[Stored data entries]
+++++
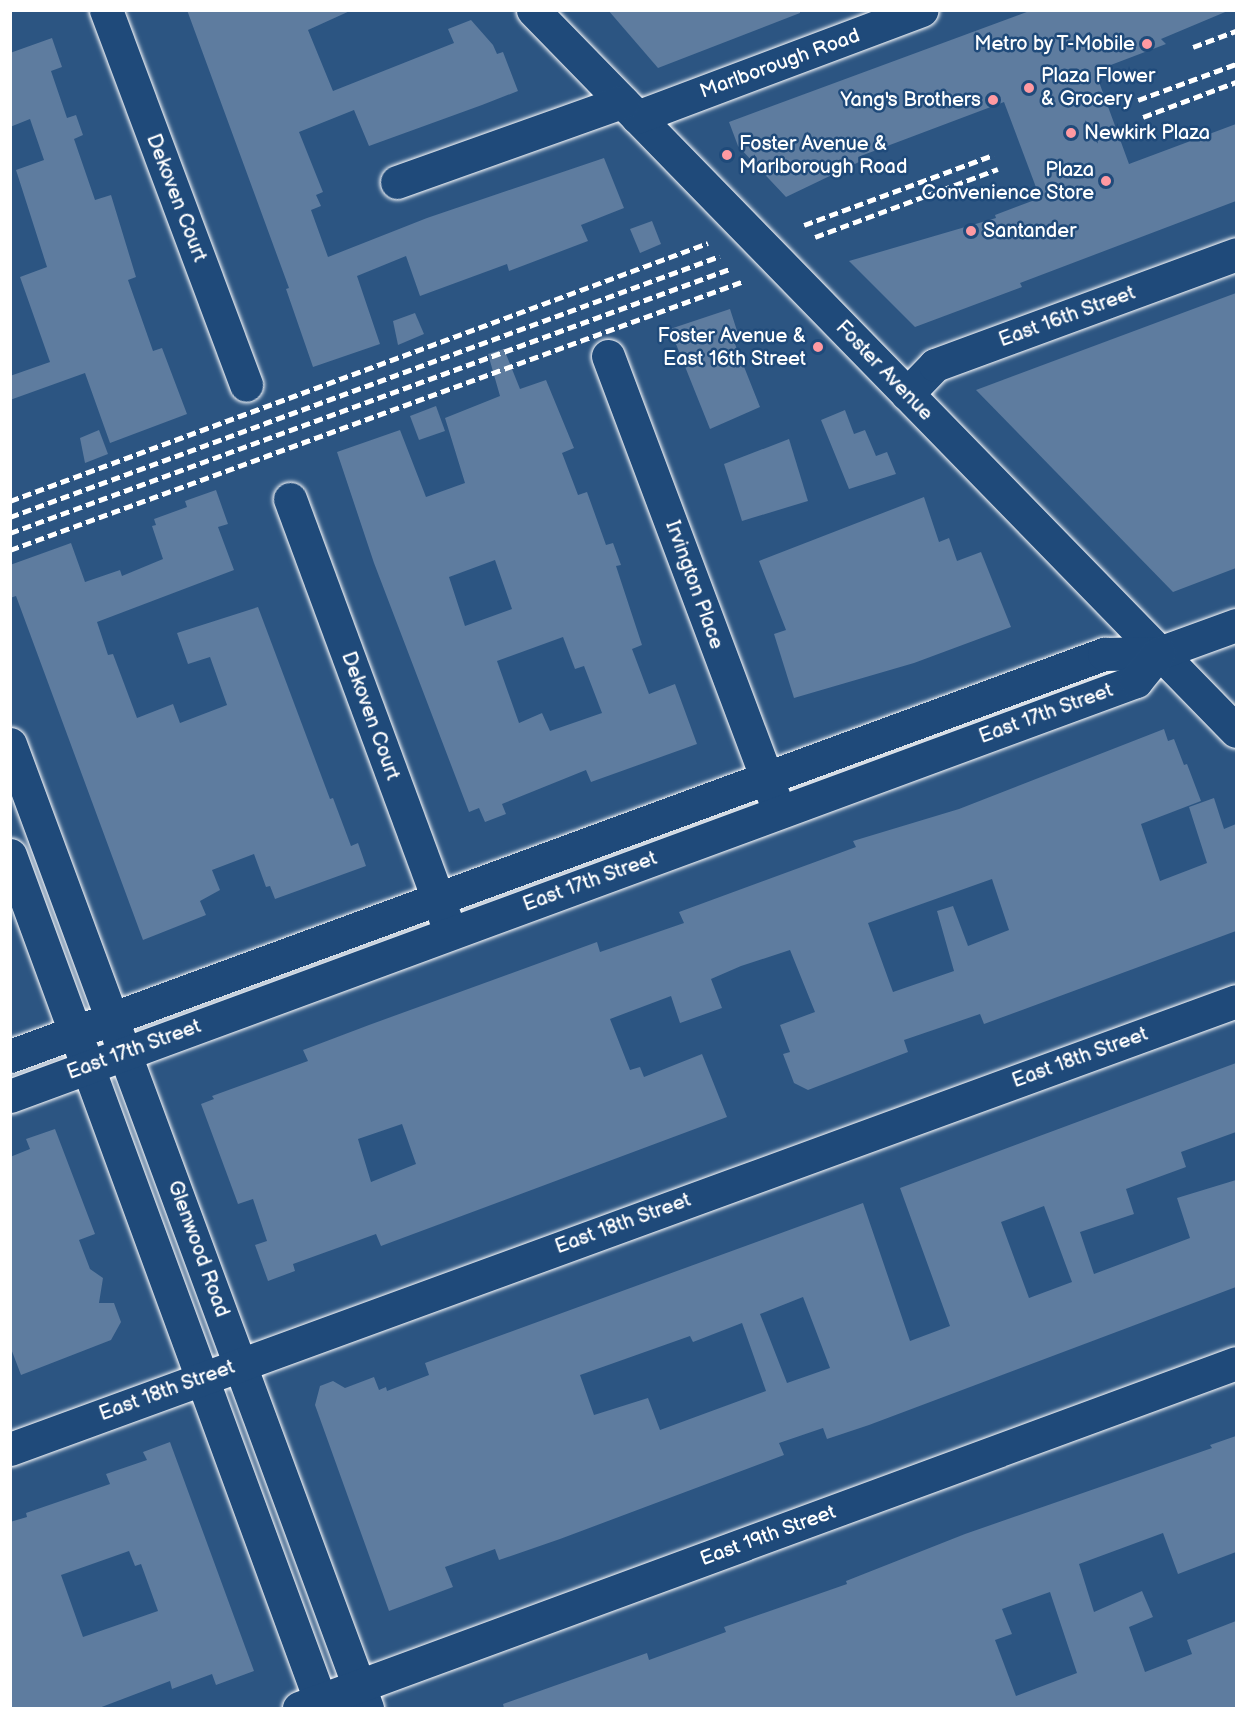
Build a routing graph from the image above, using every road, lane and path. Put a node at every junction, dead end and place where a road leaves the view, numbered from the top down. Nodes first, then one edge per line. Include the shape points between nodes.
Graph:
1 (106, 10) edge
2 (533, 10) edge
3 (922, 10) edge
4 (629, 109) junction
5 (398, 182) dead end
6 (1236, 254) edge
7 (608, 356) dead end
8 (246, 385) dead end
9 (907, 394) junction
10 (290, 499) dead end
11 (1236, 625) edge
12 (1159, 653) junction
13 (1236, 731) edge
14 (10, 744) edge
15 (766, 778) junction
16 (19, 793) edge
17 (779, 813) junction
18 (10, 855) edge
19 (437, 899) junction
20 (450, 933) junction
21 (1236, 1001) edge
22 (113, 1019) junction
23 (77, 1032) junction
24 (126, 1053) junction
25 (10, 1056) edge
26 (89, 1067) junction
27 (10, 1096) edge
28 (1236, 1363) edge
29 (240, 1364) junction
30 (203, 1378) junction
31 (10, 1449) edge
32 (363, 1697) edge
33 (314, 1706) edge

1 - 8 street, Dekoven Court
2 - 4 street, Foster Avenue
3 - 4 street, Marlborough Road
4 - 5 street, Marlborough Road
4 - 9 street, Foster Avenue
6 - 9 street, East 16th Street via 936,365
7 - 15 street, Irvington Place
9 - 12 street, Foster Avenue
10 - 19 street, Dekoven Court
11 - 12 street, East 17th Street
12 - 13 street, Foster Avenue
12 - 15 street, East 17th Street via 1104,654
12 - 17 street, East 17th Street via 1136,681
14 - 16 street, Glenwood Road
15 - 17 street, Irvington Place
15 - 19 street, East 17th Street
16 - 22 street, Glenwood Road
17 - 20 street, East 17th Street
18 - 23 street, Glenwood Road
19 - 20 street, Dekoven Court
19 - 22 street, East 17th Street
20 - 24 street, East 17th Street
21 - 29 street, East 18th Street
22 - 23 street, East 17th Street
22 - 24 street, Glenwood Road
23 - 25 street, East 17th Street
23 - 26 street, Glenwood Road
24 - 26 street, East 17th Street
24 - 29 street, Glenwood Road
26 - 27 street, East 17th Street
26 - 30 street, Glenwood Road
28 - 32 street, East 19th Street
29 - 30 street, East 18th Street
29 - 32 street, Glenwood Road
30 - 31 street, East 18th Street
30 - 33 street, Glenwood Road
32 - 33 street, East 19th Street

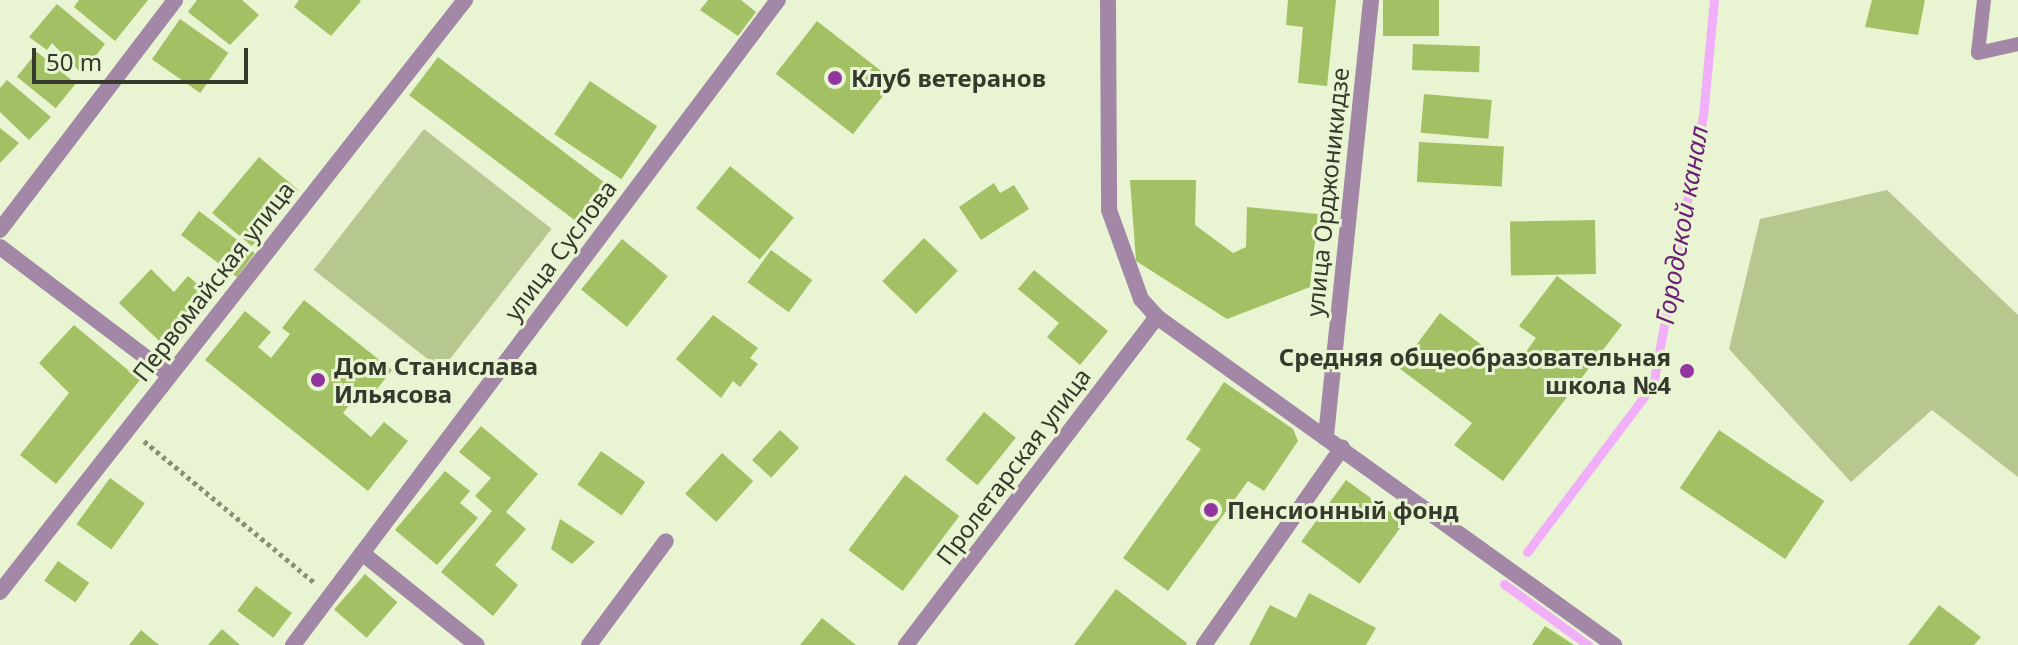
+++++
» **What is expected**
Every line above that holds the word "Foster" is to be found and copied.

» **Result for this exercise**
2 - 4 street, Foster Avenue
4 - 9 street, Foster Avenue
9 - 12 street, Foster Avenue
12 - 13 street, Foster Avenue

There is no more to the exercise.